## What you need to do
Return all lines from the listing below in which the string "junction" occurs.

## Supplied entries
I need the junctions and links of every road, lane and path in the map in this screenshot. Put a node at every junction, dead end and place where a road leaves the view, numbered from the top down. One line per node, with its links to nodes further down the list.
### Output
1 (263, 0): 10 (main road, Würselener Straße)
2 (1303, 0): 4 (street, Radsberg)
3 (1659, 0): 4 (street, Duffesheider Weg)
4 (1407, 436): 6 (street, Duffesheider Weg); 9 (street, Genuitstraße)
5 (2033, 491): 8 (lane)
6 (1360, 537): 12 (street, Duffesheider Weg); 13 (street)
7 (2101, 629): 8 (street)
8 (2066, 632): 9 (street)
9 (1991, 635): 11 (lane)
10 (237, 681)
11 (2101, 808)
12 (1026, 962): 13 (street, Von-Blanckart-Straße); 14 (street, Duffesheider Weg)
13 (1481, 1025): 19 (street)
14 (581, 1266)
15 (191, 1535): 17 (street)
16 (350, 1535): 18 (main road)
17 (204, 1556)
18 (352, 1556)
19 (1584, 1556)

...

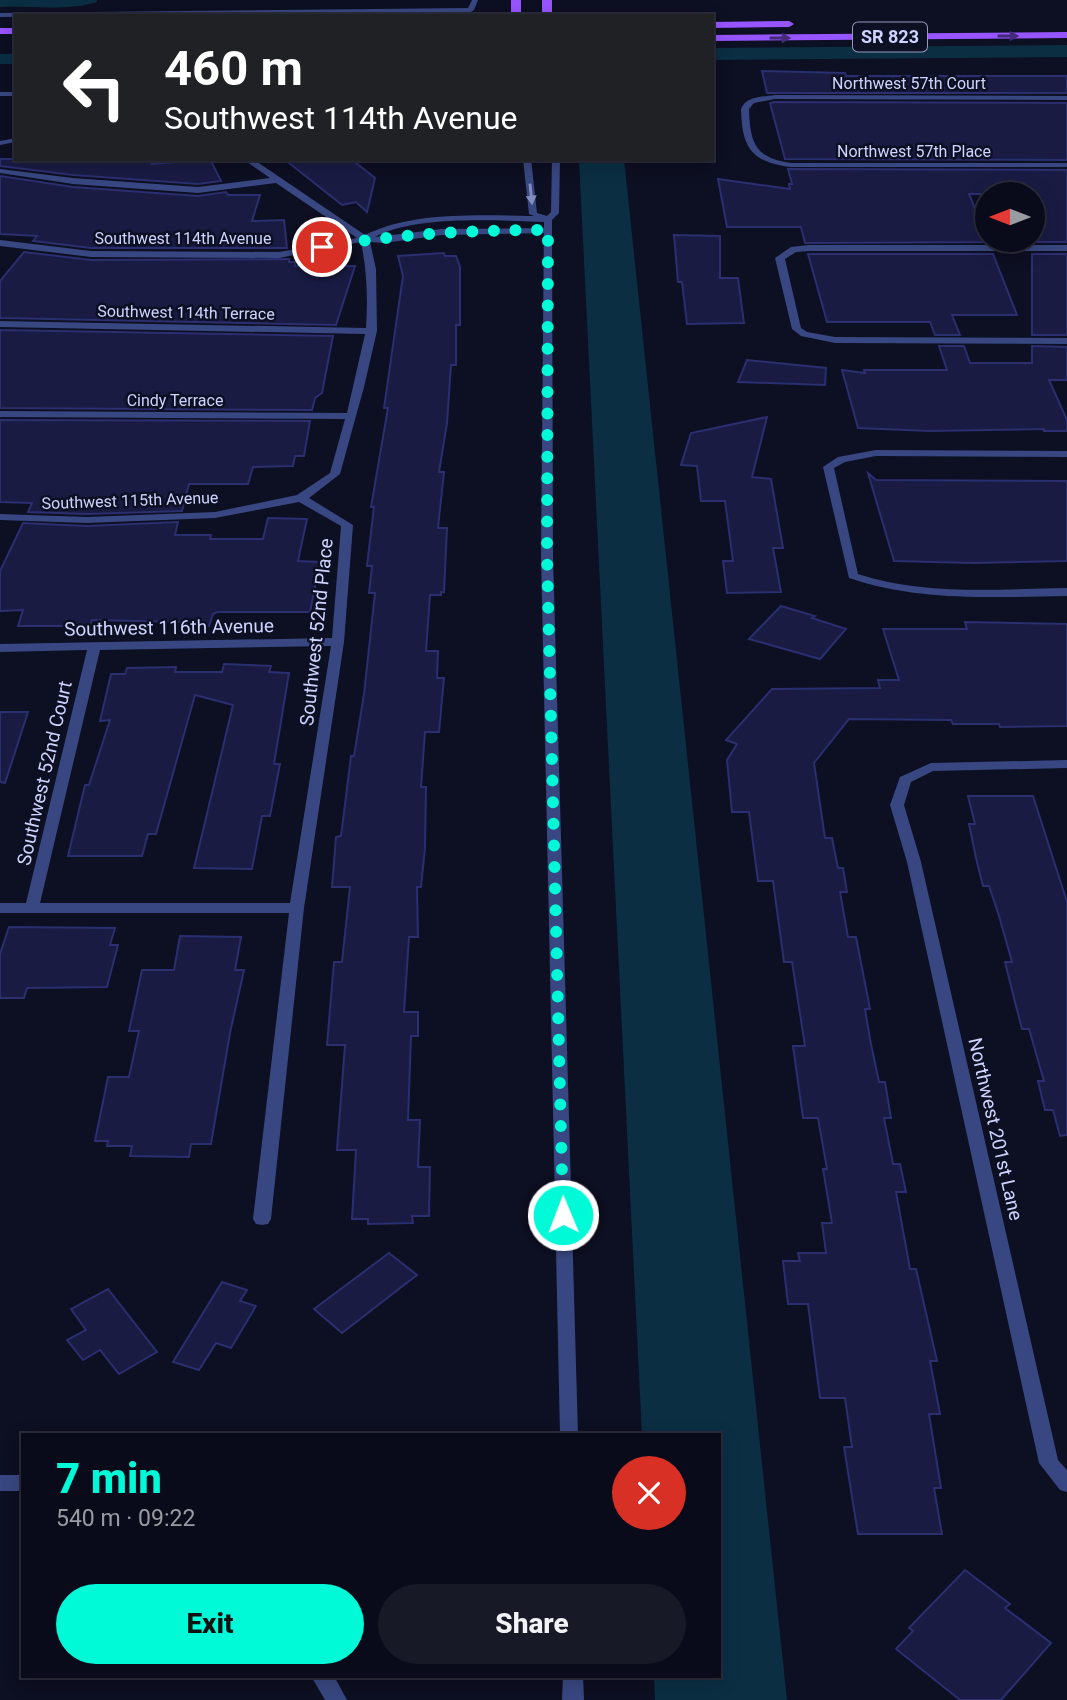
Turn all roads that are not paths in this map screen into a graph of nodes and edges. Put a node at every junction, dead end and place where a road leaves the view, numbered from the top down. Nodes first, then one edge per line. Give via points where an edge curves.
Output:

## Answer section
I need the junctions and links of every road, lane and path in the map in this screenshot. Put a node at every junction, dead end and place where a road leaves the view, numbered from the top down. One line per node, with its links to nodes further down the list.
Turn all roads that are not paths in this map screen into a graph of nodes and edges. Put a node at every junction, dead end and place where a road leaves the view, numbered from the top down. Nodes first, then one edge per line. Give via points where an edge curves.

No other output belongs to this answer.